Das Buch ist in vier Kapitel mit jeweils zahlreichen Unterkapiteln gegliedert. Im ersten Abschnitt gibt Dürr autobiografische Informationen, beschreibt seinen Werdegang vom Kind zum Wissenschaftler und Zusammentreffen mit für ihn prägenden Personen wie Edward Teller und Hannah Arendt. Anschließend diskutiert er die gesellschaftliche Verantwortung von Wissenschaftlern am Beispiel von Atombombe und Kernkraft im Allgemeinen. Im dritten Kapitel schließlich beschreibt Dürr den durch die Quantenmechanik ausgelösten Paradigmenwechsel in der Physik: Bewegung statt Stillstand, Impuls statt starrer Materie – die Revolution eines ganzen (wissenschaftlichen) Weltbildes.
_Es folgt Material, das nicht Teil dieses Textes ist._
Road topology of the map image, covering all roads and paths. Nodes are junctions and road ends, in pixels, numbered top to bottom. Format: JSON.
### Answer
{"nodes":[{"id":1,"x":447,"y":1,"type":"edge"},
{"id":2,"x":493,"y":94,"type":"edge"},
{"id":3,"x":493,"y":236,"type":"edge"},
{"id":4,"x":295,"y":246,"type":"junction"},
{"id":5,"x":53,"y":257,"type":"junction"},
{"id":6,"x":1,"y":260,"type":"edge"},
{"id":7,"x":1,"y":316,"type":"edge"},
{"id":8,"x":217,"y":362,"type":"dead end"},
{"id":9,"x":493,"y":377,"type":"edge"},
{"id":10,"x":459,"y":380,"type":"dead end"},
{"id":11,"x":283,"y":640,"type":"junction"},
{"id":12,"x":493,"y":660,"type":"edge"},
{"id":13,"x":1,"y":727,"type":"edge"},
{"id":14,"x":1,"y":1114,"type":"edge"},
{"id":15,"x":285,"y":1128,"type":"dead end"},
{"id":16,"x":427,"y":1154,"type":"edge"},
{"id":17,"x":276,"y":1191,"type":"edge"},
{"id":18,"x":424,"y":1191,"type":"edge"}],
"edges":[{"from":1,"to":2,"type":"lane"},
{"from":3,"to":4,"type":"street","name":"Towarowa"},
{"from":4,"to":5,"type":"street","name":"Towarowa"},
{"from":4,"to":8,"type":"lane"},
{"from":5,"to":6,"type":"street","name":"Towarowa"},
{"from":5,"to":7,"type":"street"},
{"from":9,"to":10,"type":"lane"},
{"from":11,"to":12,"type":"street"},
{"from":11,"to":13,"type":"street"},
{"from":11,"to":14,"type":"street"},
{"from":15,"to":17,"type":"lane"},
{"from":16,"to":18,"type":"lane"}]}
Im vierten und letzten Kapitel schließlich überträgt Dürr die revolutionären quantenmechanischen Ideen auf den Kontext der Gesellschaft. Ein radikales Umdenken sei nötig, um sich von überholten starren Lebensformen zu lösen – beispielsweise beim Konsumverhalten und dem individuellen Energieverbrauch. Das Leben muss nach Dürr als ein immer im Fluss befindliches Ganzes betrachtet werden, dem auch der Mensch nur mit innerer Beweglichkeit, Mut und in Kooperation mit anderen sowie Demut der Umwelt gegenüber begegnen sollte.

Obwohl sich der Autor gerade bei den praktischen Auswirkungen seiner Lebenstheorie um eine klare Sprache bemüht und auch verständliche Beispiele findet, sind die quantenmechanischen Passagen teils schwer zu lesen und reich an Fachvokabular. Und natürlich stellt sich grundlegend die Frage, warum man die Forderung nach Zivilcourage, Umweltschutz und mehr Gerechtigkeit mit einem physikalischen Konzept verbinden muss.

Aber genau in diesem fachübergreifenden Ansatz liegt das Besondere des Buches, es führt mit seiner eigenen Form das vor, was es propagiert: unkonventionelle Wege gehen, sich auf Neues einlassen, den Horizont erweitern. Und das ist auch ein Charakteristikum des Lebens von Hans-Peter Dürr, der sich ein Leben lang nicht nur wissenschaftlich betätigt, sondern Verantwortung übernommen und Impulse für gesellschaftliche Veränderung gegeben hat.

Dass dieses ungewöhnliche philosophisch-physikalische Buch, das so etwas wie die Quintessenz eines langen und vollen Lebens enthält, eine nahrhafte, wenn auch keine leichte Lesekost ist, weiß Dürr dabei selbst, wenn er schreibt: "Die Quantenphysik beschreibt die Natur viel besser, denn in der Quantenwelt herrscht die mehrwertige Logik, ein Dazwischen, das Unentschiedene. Daran müssen wir uns gewöhnen. Solange wir uns etwas vorstellen können, liegen wir falsch."